Est-il possible de maintenir cet élan ? Je suis de ceux qui pensent que la République tchèque nous surprendra agréablement, mais ce n’est pas lui faire injure que de penser que, à supposer qu’une telle volonté politique existe à Prague, elle ne dispose pas à elle seule d’une telle puissance d’entraînement. Aussi tous les Européens s’interrogent-ils : pour l’Europe politique, y-a-t-il une vie après Sarkozy ? Tandis que les observateurs français malicieux se demandent : pour Nicolas Sarkozy, la politique a-t-elle le même intérêt une fois finie la présidence de l’Europe ?


Un double « oui » est parfaitement possible. Ne serait-ce que parce que, la France de Nicolas Sarkozy continuera de jouer un rôle-clef sur tous les sujets ouverts ces derniers mois. Limitons-nous aux deux grands rendez-vous internationaux du printemps prochain. Initiatrice du premier G20, qu’elle a préparé en liaison étroite avec Gordon Brown, la France sera naturellement très écoutée lors de la prochaine réunion de Londres, la première à laquelle participera Barack Obama.

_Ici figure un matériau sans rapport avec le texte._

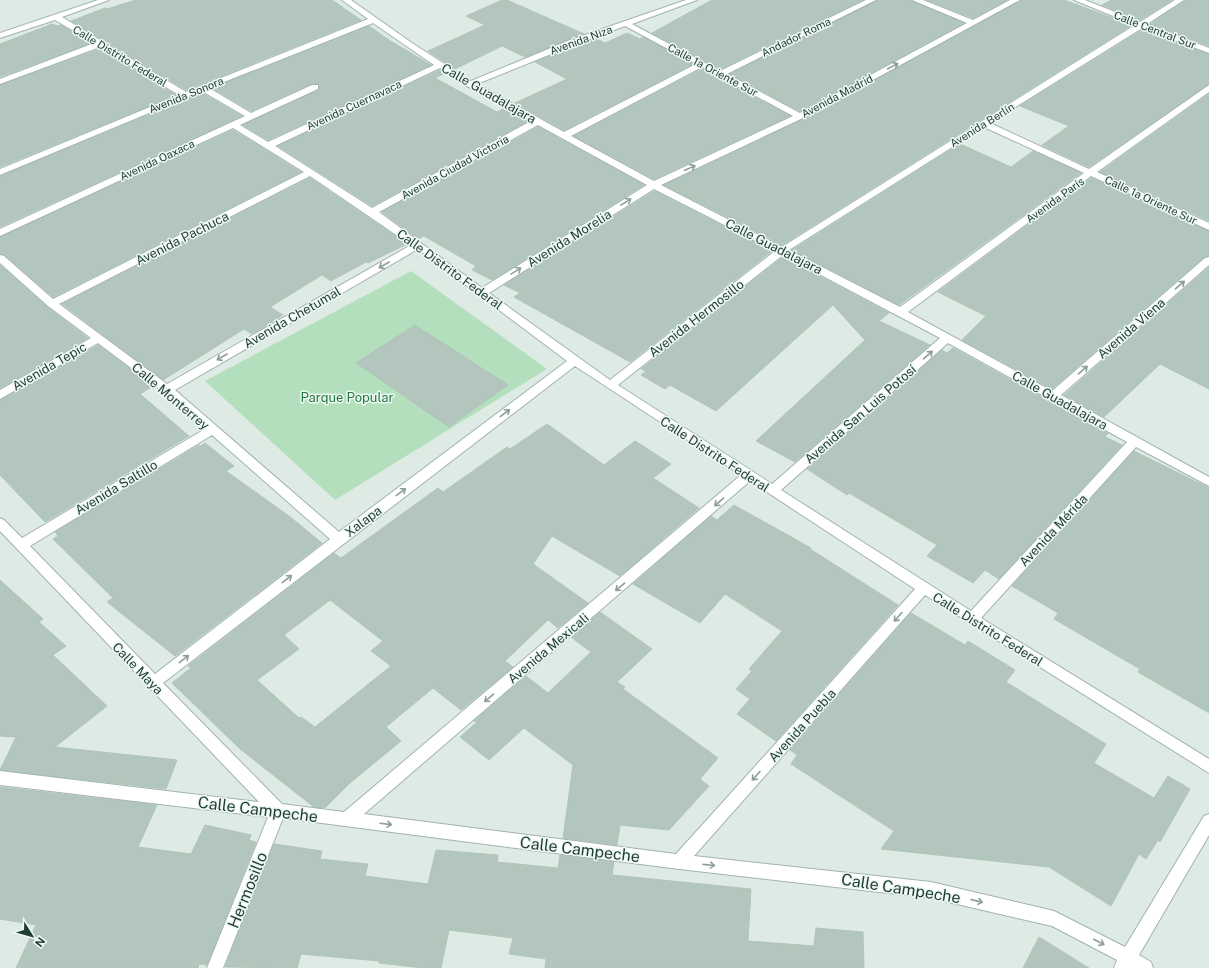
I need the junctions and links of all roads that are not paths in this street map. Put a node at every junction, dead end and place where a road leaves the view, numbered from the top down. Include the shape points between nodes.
1 (105, 0) edge
2 (346, 0) edge
3 (693, 0) edge
4 (872, 0) edge
5 (916, 0) edge
6 (1016, 0) edge
7 (1078, 0) edge
8 (1180, 0) edge
9 (56, 17) junction
10 (373, 20) junction
11 (973, 23) junction
12 (626, 24) junction
13 (1141, 25) junction
14 (0, 36) edge
15 (100, 44) junction
16 (1209, 51) edge
17 (702, 64) junction
18 (440, 65) junction
19 (720, 74) junction
20 (0, 82) edge
21 (470, 84) junction
22 (315, 87) dead end
23 (202, 88) junction
24 (1209, 88) edge
25 (185, 95) junction
26 (250, 116) junction
27 (800, 116) junction
28 (538, 121) junction
29 (983, 123) junction
30 (233, 125) junction
31 (565, 135) junction
32 (268, 146) junction
33 (0, 172) edge
34 (311, 172) junction
35 (1092, 173) junction
36 (654, 185) junction
37 (372, 212) junction
38 (1209, 227) edge
39 (0, 233) edge
40 (418, 245) junction
41 (783, 250) junction
42 (1, 260) edge
43 (1209, 260) edge
44 (483, 292) junction
45 (52, 304) junction
46 (901, 312) junction
47 (98, 338) junction
48 (948, 338) junction
49 (574, 361) junction
50 (610, 386) junction
51 (167, 389) junction
52 (0, 394) edge
53 (1053, 396) junction
54 (212, 430) junction
55 (1135, 441) junction
56 (748, 476) junction
57 (1209, 482) edge
58 (772, 491) junction
59 (0, 523) edge
60 (339, 539) junction
61 (21, 545) junction
62 (924, 588) junction
63 (972, 619) junction
64 (153, 683) junction
65 (1209, 767) edge
66 (0, 778) edge
67 (278, 811) junction
68 (347, 819) junction
69 (1209, 821) edge
70 (679, 862) junction
71 (1125, 962) edge
72 (215, 968) edge
73 (1145, 968) edge

1 - 9 street
2 - 10 street, Calle Guadalajara
3 - 12 street, Avenida Niza
4 - 19 street, Andador Roma
5 - 11 street
6 - 11 street, Avenida Madrid
7 - 13 street, Calle Central Sur
8 - 13 street, Avenida Berlín
9 - 14 street
9 - 15 street, Calle Distrito Federal
10 - 18 street, Calle Guadalajara
10 - 23 street, Avenida Sonora
27 -> 11 street, Avenida Madrid
12 - 17 street, Calle 1a Oriente Sur
12 - 21 street, Avenida Niza via 572,42
13 - 16 street, Calle Central Sur
13 - 29 street, Avenida Berlín
15 - 20 street
15 - 25 street, Calle Distrito Federal
17 - 19 street, Calle 1a Oriente Sur
17 - 31 street
18 - 21 street, Calle Guadalajara
18 - 32 street, Avenida Cuernavaca
19 - 27 street, Calle 1a Oriente Sur
21 - 28 street, Calle Guadalajara
22 - 26 street, Avenida Oaxaca
23 - 25 street, Avenida Sonora
23 - 26 street
24 - 35 street, Avenida París
25 - 33 street, Avenida Sonora
26 - 30 street, Avenida Oaxaca
36 -> 27 street, Avenida Madrid
28 - 31 street, Calle Guadalajara
28 - 37 street, Avenida Ciudad Victoria
29 - 35 street, Calle 1a Oriente Sur
29 - 41 street, Avenida Berlín
30 - 32 street, Calle Distrito Federal
30 - 39 street, Avenida Oaxaca
31 - 36 street, Calle Guadalajara
32 - 34 street, Calle Distrito Federal
34 - 37 street, Calle Distrito Federal
34 - 45 street, Avenida Pachuca
35 - 38 street, Calle 1a Oriente Sur
35 - 46 street, Avenida París
36 - 41 street, Calle Guadalajara
44 -> 36 street, Avenida Morelia
37 - 40 street, Calle Distrito Federal
40 - 44 street, Calle Distrito Federal
40 -> 51 street, Avenida Chetumal
41 - 46 street, Calle Guadalajara
41 - 50 street, Avenida Hermosillo
42 - 45 street, Calle Monterrey
53 -> 43 street, Avenida Viena
44 - 49 street, Calle Distrito Federal
45 - 47 street, Calle Monterrey
46 - 48 street, Calle Guadalajara
47 - 51 street, Calle Monterrey
47 - 52 street, Avenida Tepic
48 - 53 street, Calle Guadalajara
58 -> 48 street, Avenida San Luis Potosí
49 - 50 street, Calle Distrito Federal
60 -> 49 street, Xalapa
50 - 56 street, Calle Distrito Federal
51 - 54 street, Calle Monterrey
53 - 55 street, Calle Guadalajara
54 - 60 street, Calle Monterrey
54 - 61 street, Avenida Saltillo
55 - 57 street, Calle Guadalajara
55 - 63 street, Avenida Mérida
56 - 58 street, Calle Distrito Federal
56 -> 68 street, Avenida Mexicali
58 - 62 street, Calle Distrito Federal
59 - 61 street, Calle Maya
64 -> 60 street, Xalapa
61 - 64 street, Calle Maya
62 - 63 street, Calle Distrito Federal
62 -> 70 street, Avenida Puebla
63 - 65 street, Calle Distrito Federal
64 - 67 street, Calle Maya
66 - 67 street, Calle Campeche
67 - 68 street, Calle Campeche
67 - 72 street, Hermosillo
68 -> 70 street, Calle Campeche
69 - 71 street
70 -> 71 street, Calle Campeche via 931,890 1054,919
71 - 73 street, Calle Campeche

Quelques jours plus tard, c’est à Strasbourg que s’ouvrira le Sommet de l’OTAN, dont l’enjeu principal sera la réponse américaine à la proposition faite par Nicolas Sarkozy dès le lendemain de son élection : la France est prête à réintégrer l’organisation militaire de l’alliance si les Américains donnent enfin le feu vert à une Europe de la défense.


Toutefois, étant privée de la légitimité donnée par l’exercice de la présidence, la France doit trouver des moyens différents pour inspirer la politique des 27. C’est une nouvelle méthode à inventer. Le pragmatisme propre au Président français devrait le conduire à changer ce qui ne marche pas, reprendre ce qui a toujours marché, et innover dans le choix des sujets à traiter.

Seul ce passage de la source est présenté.